Maresca's Relentless Team Changes Puts Chelsea Off Balance.

While The London club didn't entirely destroy their chances of finishing in the highest eight places of the Bigger Cup group stage, they performed a targeted blow on their own hopes of strolling directly into the round of 16. Of course, the good news is that in the brief history of the new and not-necessarily-improved tournament, achieving a top-eight finish may not be as crucial as it seems.

The Central Concern: A Monotonous Inconsistency

Sadly for the club's supporters, the sole predictable element about the Chelsea team is a monotonously predictable lack of consistency, which has been much remarked upon since their loss in Bergamo. After apparently rubber-stamping their quality with an commanding victory of Barcelona, followed by a feisty stalemate with Arsenal, Chelsea have been defeated by Leeds, played out a snoozy stalemate at Bournemouth and have now lost against a average team from Italy's top flight.

While critics have been eager to point the finger on a selection policy that appears to see the coach rotate his team constantly, the manager insists that, knack and naughty step permitting, the nucleus of his first eleven for big matches is mostly fixed.

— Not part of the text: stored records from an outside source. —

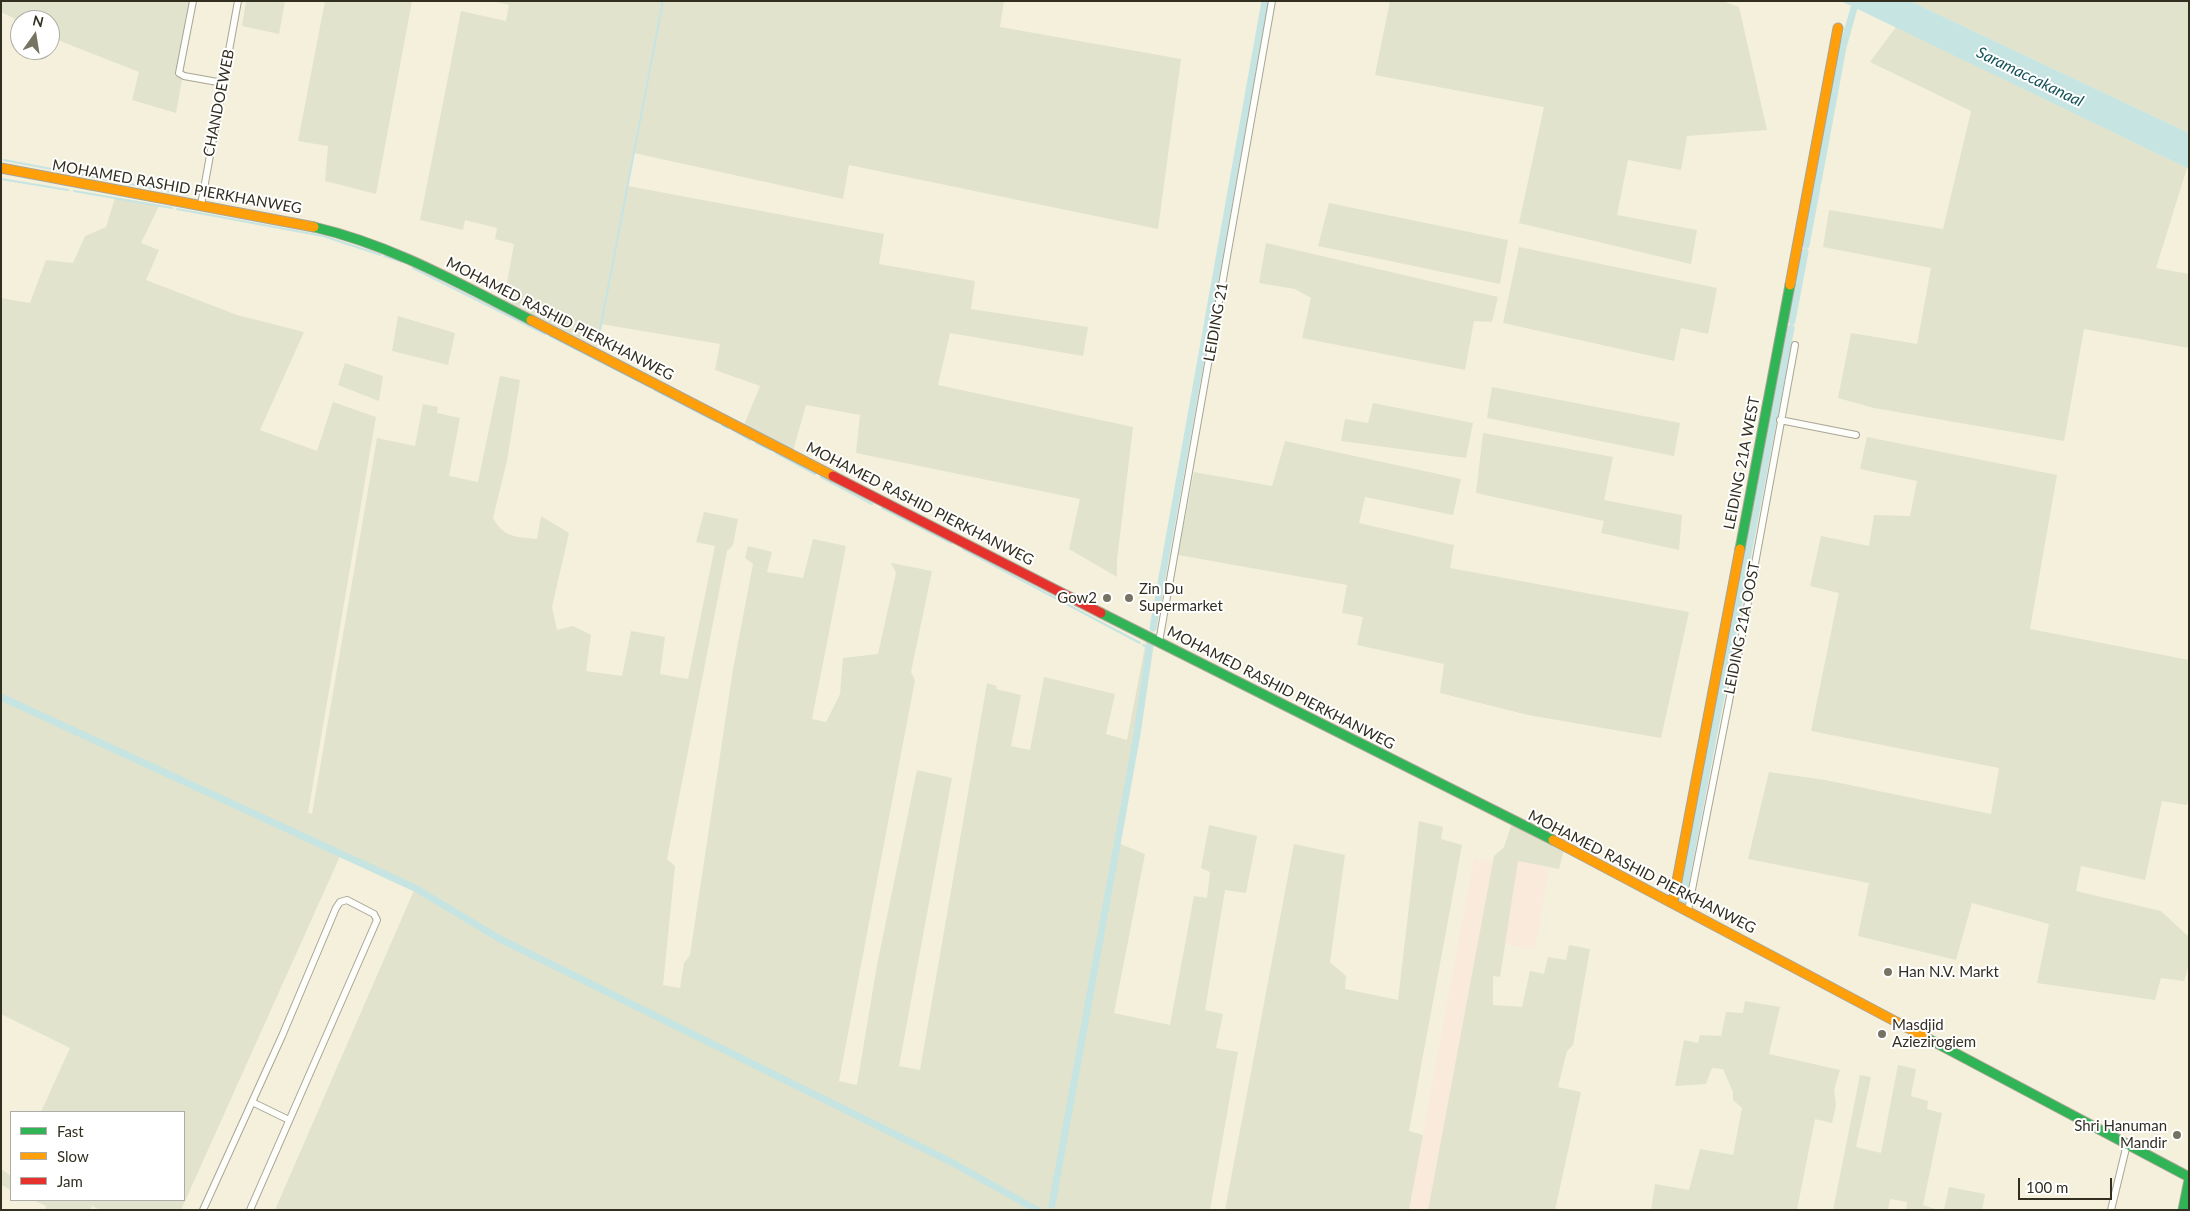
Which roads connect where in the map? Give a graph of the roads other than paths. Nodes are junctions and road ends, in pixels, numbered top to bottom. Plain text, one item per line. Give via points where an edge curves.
1 (193, 1) edge
2 (238, 1) edge
3 (1272, 1) edge
4 (1838, 28) dead end
5 (223, 83) junction
6 (1, 168) edge
7 (201, 205) junction
8 (1795, 345) dead end
9 (1780, 420) junction
10 (1856, 435) dead end
11 (1159, 642) junction
12 (1673, 902) junction
13 (1688, 910) junction
14 (252, 1102) junction
15 (289, 1120) junction
16 (2127, 1144) junction
17 (2189, 1178) edge
18 (203, 1210) edge
19 (250, 1210) edge
20 (2111, 1210) edge
21 (2182, 1210) edge

1 - 5 street via 180,73
2 - 5 street, CHANDOEWEB
3 - 11 street, LEIDING 21
4 - 12 street, LEIDING 21A WEST
5 - 7 street, CHANDOEWEB
6 - 7 street, MOHAMED RASHID PIERKHANWEG
7 - 11 street, MOHAMED RASHID PIERKHANWEG via 345,234 409,258
8 - 9 street, LEIDING 21A OOST
9 - 10 street
9 - 13 street, LEIDING 21A OOST
11 - 12 street, MOHAMED RASHID PIERKHANWEG
12 - 13 street, MOHAMED RASHID PIERKHANWEG
13 - 16 street, MOHAMED RASHID PIERKHANWEG
14 - 15 street
14 - 15 street via 336,908 347,900 374,914 377,920
14 - 18 street
15 - 19 street
16 - 17 street, MOHAMED RASHID PIERKHANWEG
16 - 20 street
17 - 21 street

“I think in that game, starting team, we had inside the pitch the majority of the team that featured against Tottenham, they played against Barcelona, they played against Wolves, Arsenal,” he stated. “We had most of the regulars that are the ones playing every time for matches of this magnitude. So if you see the five changes that we did from the Bournemouth game, it’s different.”

What Comes Next

To have any realistic chance of escaping the additional knockout round, Chelsea will have to win their remaining two matches. In the first, they welcome this season’s surprise package a Cypriot team, then travel back to the continent to face the Italian title holders, Napoli.

“We need to win both, if not, we will face the playoff and then progress to the next round,” sniffed Maresca, whose following fixture is a game against an Everton team whose current form has propelled them to the dizzy heights of seventh in the domestic league.

Side Stories

Quote of the Day: “It's interesting, it’s somewhat ironic because his biggest dream was me turning pro in golf. That was his ultimate ambition. So when I was 10, he pushed me to start on golf. So I practiced every week from when I was 10 to 13” – Erling Haaland explained how, had his dad got his way, he could have been teeing off rather than scoring goals in the Premier League.

Readers' Letters

“Well, no wonder Wolves are in such a poor situation. As any regular reader of this email will know, the only good pre-match protests involve marching from a pub that the supporters intended to visit anyway, to the stadium that they were inevitably going to. Just arriving 10 minutes late? That’s how long it takes fans to get to their seats anyway” – one reader.

“I note that a reader not only got the previous featured letter, but also a name check in a separate letter. On a night where both Sheffield teams once more dropped points after leading, I am led to ponder: could the city be proving that the regularity of representation in your letters section is inversely related to the value of anything our teams are accomplishing on the field?” – another fan.

Debra Briggs
Debra Briggs

A passionate photographer and educator with over a decade of experience in capturing life's moments through the lens.